Universal Pictures has won an intense bidding war to pick up the screen rights to Tommyknockers, the 1987 sci-fi/horror novel from Stephen King.


James Wan, the director and producer behind the Conjuring horror movies, and Roy Lee, one of the producers behind the adaptation of King’s It, are producing with Larry Sanitsky, the veteran producer who executive produced the 1993 TV miniseries adaptation of the novel.


Universal beat out Sony and Netflix, both of whom made aggressive overtures for the package. In the end, it came down to Sony and Universal.


No writer is attached and Wan is not attached as director but sources say that could change depending on development.


The story focuses on a town in Maine that falls under the influence of a dangerous gas from an unearthed space craft. The gas begins to transform the people, giving them enhanced abilities, but also making them violent and subject to an alien hive mentality. One man, thanks to a steel plate in his head, is immune to the effects and tries to stop the townspeople.

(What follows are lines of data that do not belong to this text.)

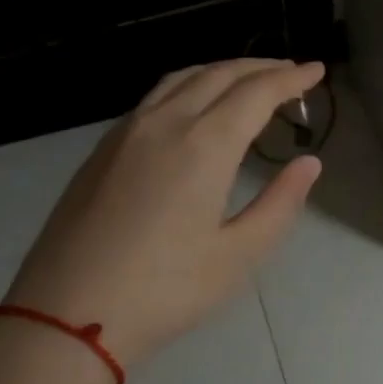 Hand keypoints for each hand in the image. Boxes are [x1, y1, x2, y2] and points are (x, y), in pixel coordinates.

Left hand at [1, 58, 324, 368]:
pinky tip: (195, 107)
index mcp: (203, 146)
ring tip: (248, 80)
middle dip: (260, 67)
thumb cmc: (165, 291)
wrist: (66, 316)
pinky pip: (154, 98)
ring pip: (180, 79)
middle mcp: (164, 124)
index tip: (316, 71)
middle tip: (291, 73)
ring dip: (221, 71)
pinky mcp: (102, 151)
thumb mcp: (239, 255)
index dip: (290, 79)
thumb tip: (308, 163)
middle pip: (218, 74)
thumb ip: (280, 203)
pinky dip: (189, 86)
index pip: (255, 93)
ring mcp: (125, 134) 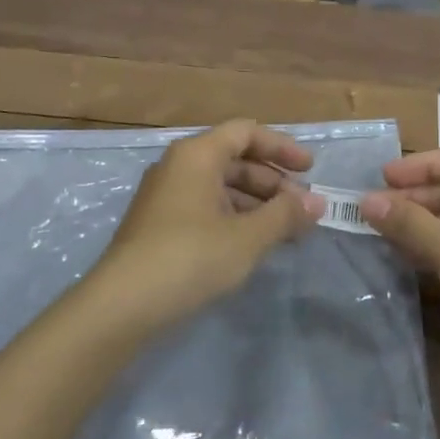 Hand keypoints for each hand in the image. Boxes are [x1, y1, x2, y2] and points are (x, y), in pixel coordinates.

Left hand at [91, 120, 320, 327]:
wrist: (121, 305)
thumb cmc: (189, 257)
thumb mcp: (247, 237)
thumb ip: (285, 215)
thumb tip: (318, 202)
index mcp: (197, 155)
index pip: (246, 133)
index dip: (281, 147)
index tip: (310, 170)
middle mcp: (178, 166)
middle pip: (234, 160)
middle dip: (272, 182)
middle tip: (302, 209)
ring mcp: (165, 196)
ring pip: (220, 186)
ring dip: (256, 203)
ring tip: (285, 230)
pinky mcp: (159, 225)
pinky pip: (206, 207)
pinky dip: (234, 218)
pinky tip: (252, 244) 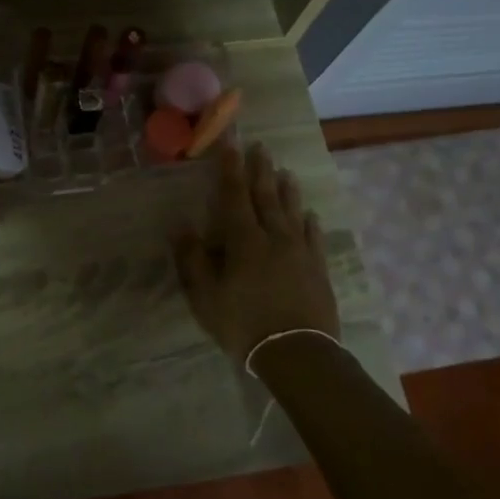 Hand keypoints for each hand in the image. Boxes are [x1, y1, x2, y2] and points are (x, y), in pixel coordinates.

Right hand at [173, 142, 340, 363]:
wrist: (297, 353)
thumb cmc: (243, 323)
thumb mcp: (205, 296)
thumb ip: (193, 260)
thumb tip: (181, 227)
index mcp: (243, 241)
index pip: (235, 196)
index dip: (231, 170)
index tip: (230, 146)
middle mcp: (274, 237)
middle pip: (267, 197)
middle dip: (261, 171)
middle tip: (260, 147)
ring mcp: (300, 252)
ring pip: (292, 213)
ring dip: (287, 191)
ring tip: (286, 172)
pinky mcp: (318, 270)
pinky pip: (314, 239)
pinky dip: (310, 223)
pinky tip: (310, 215) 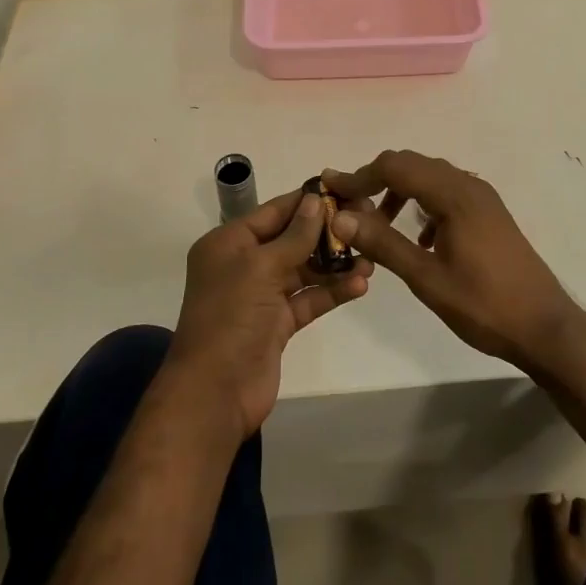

“It is an allegorical tale of addiction (Stephen was struggling with his own at the time), the threat of nuclear power, the danger of mass hysteria and the absurdity of technical evolution run amuck. All are as relevant today as the day the novel was written. It is also a tale about the eternal power of love and the grace of redemption,” wrote Sanitsky, in a mission statement sent to buyers when the package when out a few weeks ago.